++++ SUPPLIED RECORDS ++++

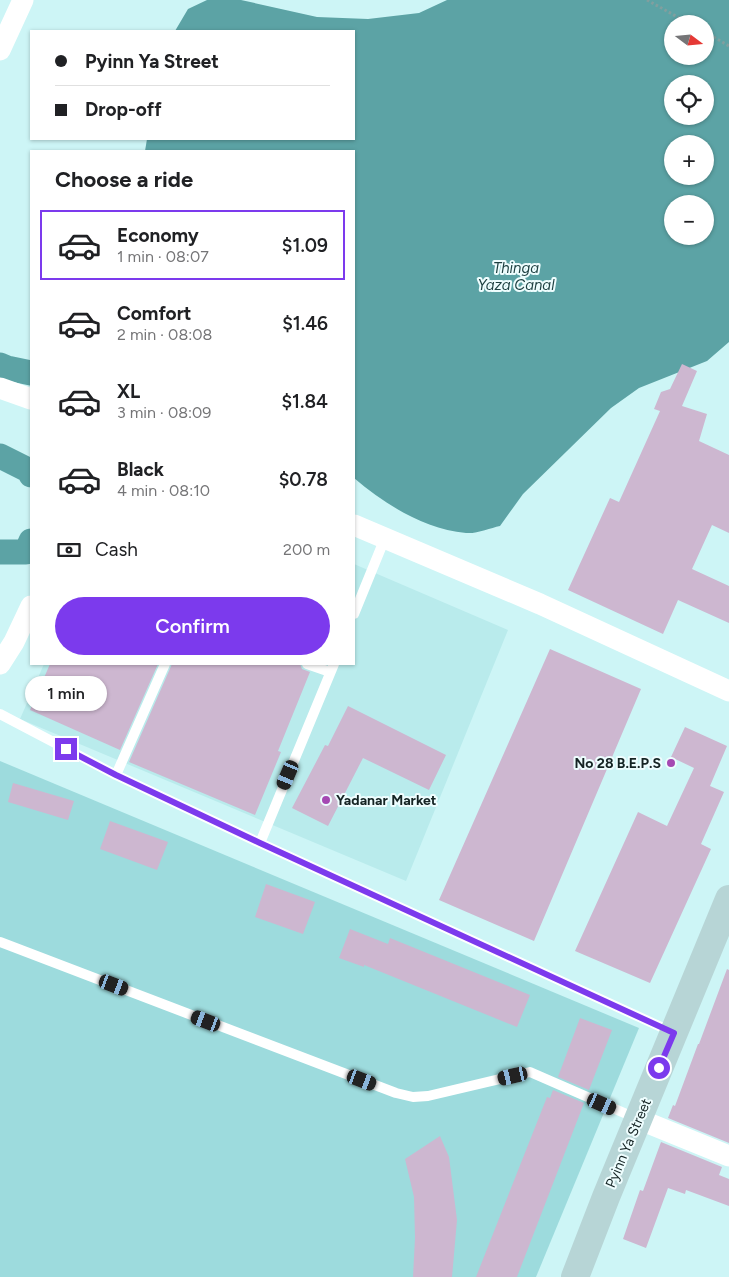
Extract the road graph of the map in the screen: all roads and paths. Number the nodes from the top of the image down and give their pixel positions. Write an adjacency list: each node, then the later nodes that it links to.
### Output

++++
++++ SUPPLIED RECORDS ++++

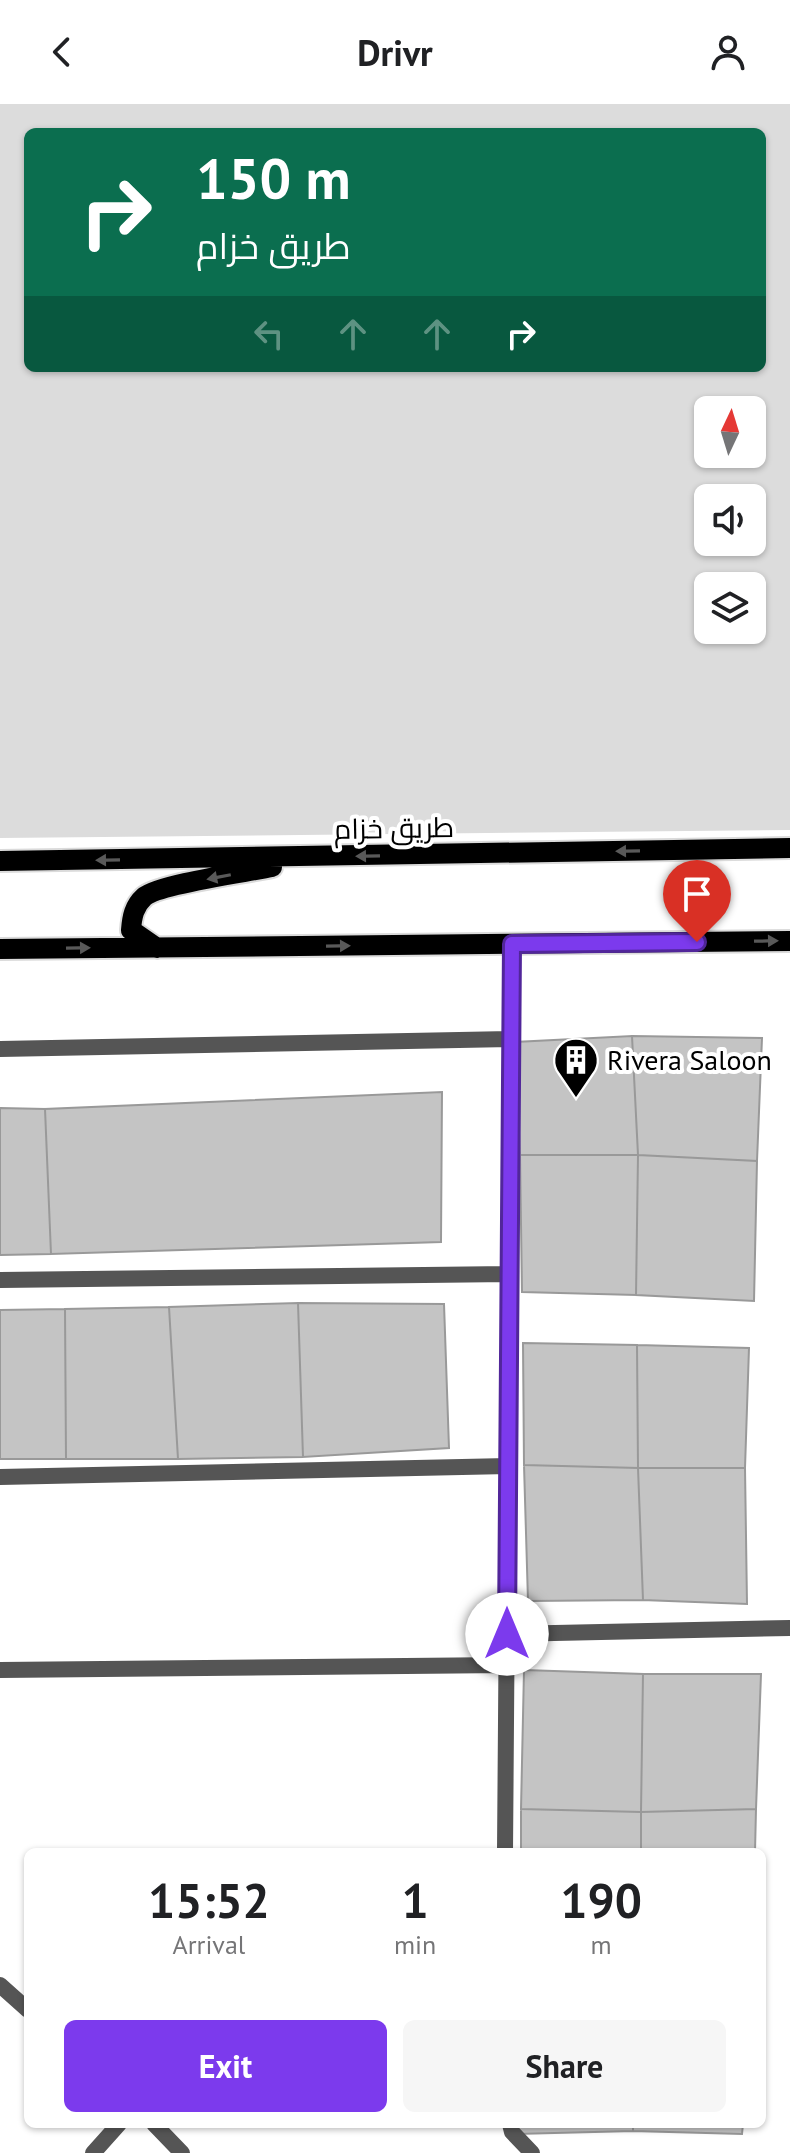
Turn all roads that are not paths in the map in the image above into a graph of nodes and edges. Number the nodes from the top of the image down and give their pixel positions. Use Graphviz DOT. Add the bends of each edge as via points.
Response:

++++
++++ SUPPLIED RECORDS ++++

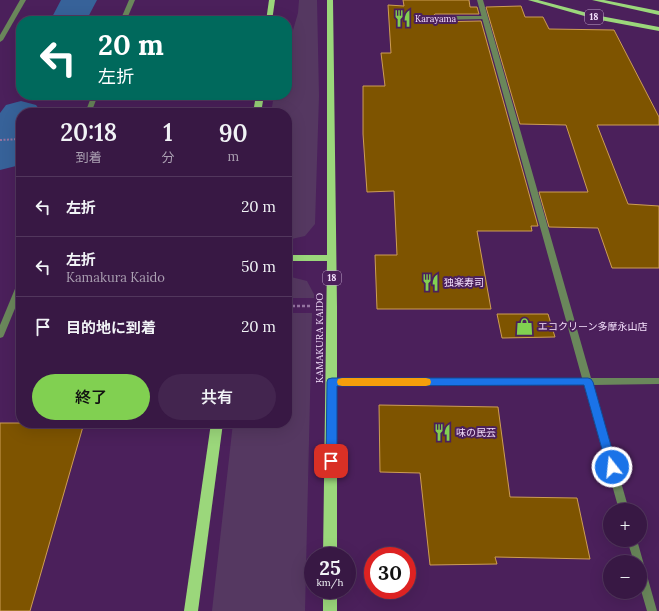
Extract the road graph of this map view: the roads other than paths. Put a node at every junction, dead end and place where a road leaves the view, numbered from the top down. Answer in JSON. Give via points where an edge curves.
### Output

++++

# TO DO
Show every line of the listing that includes the word "from".

# EXERCISE RESULT
Extract the road graph of the map in the screen: all roads and paths. Number the nodes from the top of the image down and give their pixel positions. Write an adjacency list: each node, then the later nodes that it links to.
Turn all roads that are not paths in the map in the image above into a graph of nodes and edges. Number the nodes from the top of the image down and give their pixel positions. Use Graphviz DOT. Add the bends of each edge as via points.
Extract the road graph of this map view: the roads other than paths. Put a node at every junction, dead end and place where a road leaves the view, numbered from the top down. Answer in JSON. Give via points where an edge curves.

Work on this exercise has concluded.